Let that sink in for a second. The company that lectures every other lab about AI safety, that fought the Pentagon over ethical use of its models, that positioned itself as the conscience of the industry, is now cutting checks to politicians. Both parties. Current lawmakers and rising candidates. The filing, first reported by Bloomberg, includes a signature from Anthropic treasurer Allison Rossi.
This is not surprising. This is inevitable. And it is still deeply telling.
The AI industry has already poured over $300 million into the 2026 midterms, according to tracking by multiple outlets. The Washington Post reported last month that AI companies had contributed $185 million to midterm races.
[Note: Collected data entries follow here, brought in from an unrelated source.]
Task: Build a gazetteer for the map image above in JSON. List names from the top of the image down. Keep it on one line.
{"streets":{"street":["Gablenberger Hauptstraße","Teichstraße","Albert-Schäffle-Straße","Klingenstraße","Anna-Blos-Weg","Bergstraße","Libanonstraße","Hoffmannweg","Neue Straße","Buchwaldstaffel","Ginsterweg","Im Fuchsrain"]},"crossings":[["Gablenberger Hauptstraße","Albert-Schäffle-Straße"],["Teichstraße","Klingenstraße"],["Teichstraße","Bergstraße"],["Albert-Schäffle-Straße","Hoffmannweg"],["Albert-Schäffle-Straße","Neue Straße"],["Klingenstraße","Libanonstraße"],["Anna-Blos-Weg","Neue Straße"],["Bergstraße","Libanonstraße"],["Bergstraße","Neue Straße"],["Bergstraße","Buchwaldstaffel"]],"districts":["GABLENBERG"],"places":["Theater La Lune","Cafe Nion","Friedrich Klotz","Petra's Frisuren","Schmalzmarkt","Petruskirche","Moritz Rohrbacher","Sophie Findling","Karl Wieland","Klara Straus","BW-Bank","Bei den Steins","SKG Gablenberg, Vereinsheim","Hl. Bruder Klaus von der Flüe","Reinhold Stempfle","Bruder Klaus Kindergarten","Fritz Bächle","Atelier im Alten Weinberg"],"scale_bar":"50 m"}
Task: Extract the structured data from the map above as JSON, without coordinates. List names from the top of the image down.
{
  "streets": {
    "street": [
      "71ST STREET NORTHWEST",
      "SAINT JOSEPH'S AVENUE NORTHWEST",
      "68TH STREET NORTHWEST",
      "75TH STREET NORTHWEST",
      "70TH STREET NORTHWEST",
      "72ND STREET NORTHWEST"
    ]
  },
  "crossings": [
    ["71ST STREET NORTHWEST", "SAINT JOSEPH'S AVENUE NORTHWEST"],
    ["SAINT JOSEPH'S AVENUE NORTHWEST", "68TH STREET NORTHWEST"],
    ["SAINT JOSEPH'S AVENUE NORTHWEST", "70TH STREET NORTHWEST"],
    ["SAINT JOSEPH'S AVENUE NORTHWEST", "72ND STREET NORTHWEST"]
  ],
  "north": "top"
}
The New York Times previously revealed that Anthropic had quietly funneled at least $20 million into Public First, a Super PAC financing ad campaigns pushing Anthropic-friendly regulation. AnthroPAC is just the above-board version of what was already happening behind the scenes.
The timing is not subtle. Anthropic is still locked in a brutal legal fight with the Pentagon over how the military uses its AI models. The Defense Department labeled Anthropic a supply chain risk earlier this year. When your biggest potential customer is also your legal adversary, you do not leave Congress to sort it out on their own. You buy a seat at the table.
Here is the real story: every AI company that claimed to be different from Big Tech is now doing exactly what Big Tech has done for decades. Google, Meta, Microsoft, Amazon all have massive lobbying operations and PACs. They learned a long time ago that the most efficient way to shape regulation is to fund the regulators. Anthropic just got the memo.
The employee-funded framing is doing heavy lifting here. "Voluntary contributions capped at $5,000" sounds grassroots. It is not. When your average engineer makes $300,000 a year and your company is about to IPO, $5,000 is a rounding error. This PAC will be extremely well-funded.
The question nobody is asking: what does Anthropic want from Congress? The obvious answer is favorable AI regulation that keeps the Pentagon from weaponizing their models without consent, protects their competitive position against OpenAI, and prevents states from writing patchwork rules that complicate their business. That is a lot to ask. And it costs a lot more than $5,000 per employee.
Watch the other labs. If Anthropic is going bipartisan, OpenAI and Google will match or exceed within weeks. The AI industry midterm spending war just got its newest combatant. And the "safety-first" company just proved that in Washington, safety and self-interest are the same budget line.